How to Integrate LangGraph for lending with Kubernetes for multi-agent systems

By Cyprian AaronsUpdated 2026-04-21

langgraph-for-lendingkubernetesmulti-agent-systems

Combining LangGraph for lending with Kubernetes gives you a clean way to run loan-origination agents as isolated, scalable services. LangGraph handles the decision flow across underwriting, document checks, and exception routing; Kubernetes gives you deployment, autoscaling, and fault isolation for multi-agent workloads.

Prerequisites

•Python 3.10+
•
A running Kubernetes cluster
- •Minikube, kind, EKS, GKE, or AKS
•kubectl configured against the cluster
•Docker installed for building agent images
•A LangGraph project set up for lending workflows
•Access to your model provider credentials via environment variables
•
Python packages:
- •langgraph
- •langchain-core
- •kubernetes
- •pyyaml

Install the Python dependencies:

pip install langgraph langchain-core kubernetes pyyaml

Integration Steps

•Define the lending workflow in LangGraph.

A lending system usually needs multiple agents: intake, risk scoring, fraud checks, and final decisioning. LangGraph is a good fit because it lets you wire those nodes into a deterministic state machine instead of a pile of ad hoc prompts.

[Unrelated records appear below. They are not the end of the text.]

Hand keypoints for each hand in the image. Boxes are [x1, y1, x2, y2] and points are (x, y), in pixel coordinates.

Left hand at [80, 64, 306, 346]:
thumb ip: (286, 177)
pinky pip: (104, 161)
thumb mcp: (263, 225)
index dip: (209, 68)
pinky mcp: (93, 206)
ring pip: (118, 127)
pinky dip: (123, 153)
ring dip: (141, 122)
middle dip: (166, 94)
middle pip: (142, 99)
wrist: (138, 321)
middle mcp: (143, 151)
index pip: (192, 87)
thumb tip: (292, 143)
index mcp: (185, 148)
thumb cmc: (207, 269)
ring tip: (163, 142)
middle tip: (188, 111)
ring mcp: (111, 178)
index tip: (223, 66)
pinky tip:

from typing import TypedDict, Literal
from langgraph.graph import StateGraph, START, END

class LendingState(TypedDict):
    applicant_name: str
    income: float
    debt: float
    fraud_flag: bool
    decision: str

def intake_agent(state: LendingState) -> LendingState:
    return state

def risk_agent(state: LendingState) -> LendingState:
    dti = state["debt"] / state["income"]
    state["decision"] = "review" if dti > 0.4 else "approve"
    return state

def fraud_agent(state: LendingState) -> LendingState:
    if state["fraud_flag"]:
        state["decision"] = "reject"
    return state

graph = StateGraph(LendingState)
graph.add_node("intake", intake_agent)
graph.add_node("risk", risk_agent)
graph.add_node("fraud", fraud_agent)

graph.add_edge(START, "intake")
graph.add_edge("intake", "risk")
graph.add_edge("risk", "fraud")
graph.add_edge("fraud", END)

app = graph.compile()

•Package the graph as an API service that Kubernetes can run.

Kubernetes should not run your graph directly inside a notebook or local process. Wrap it in a small service so each pod can execute one request at a time and stay stateless.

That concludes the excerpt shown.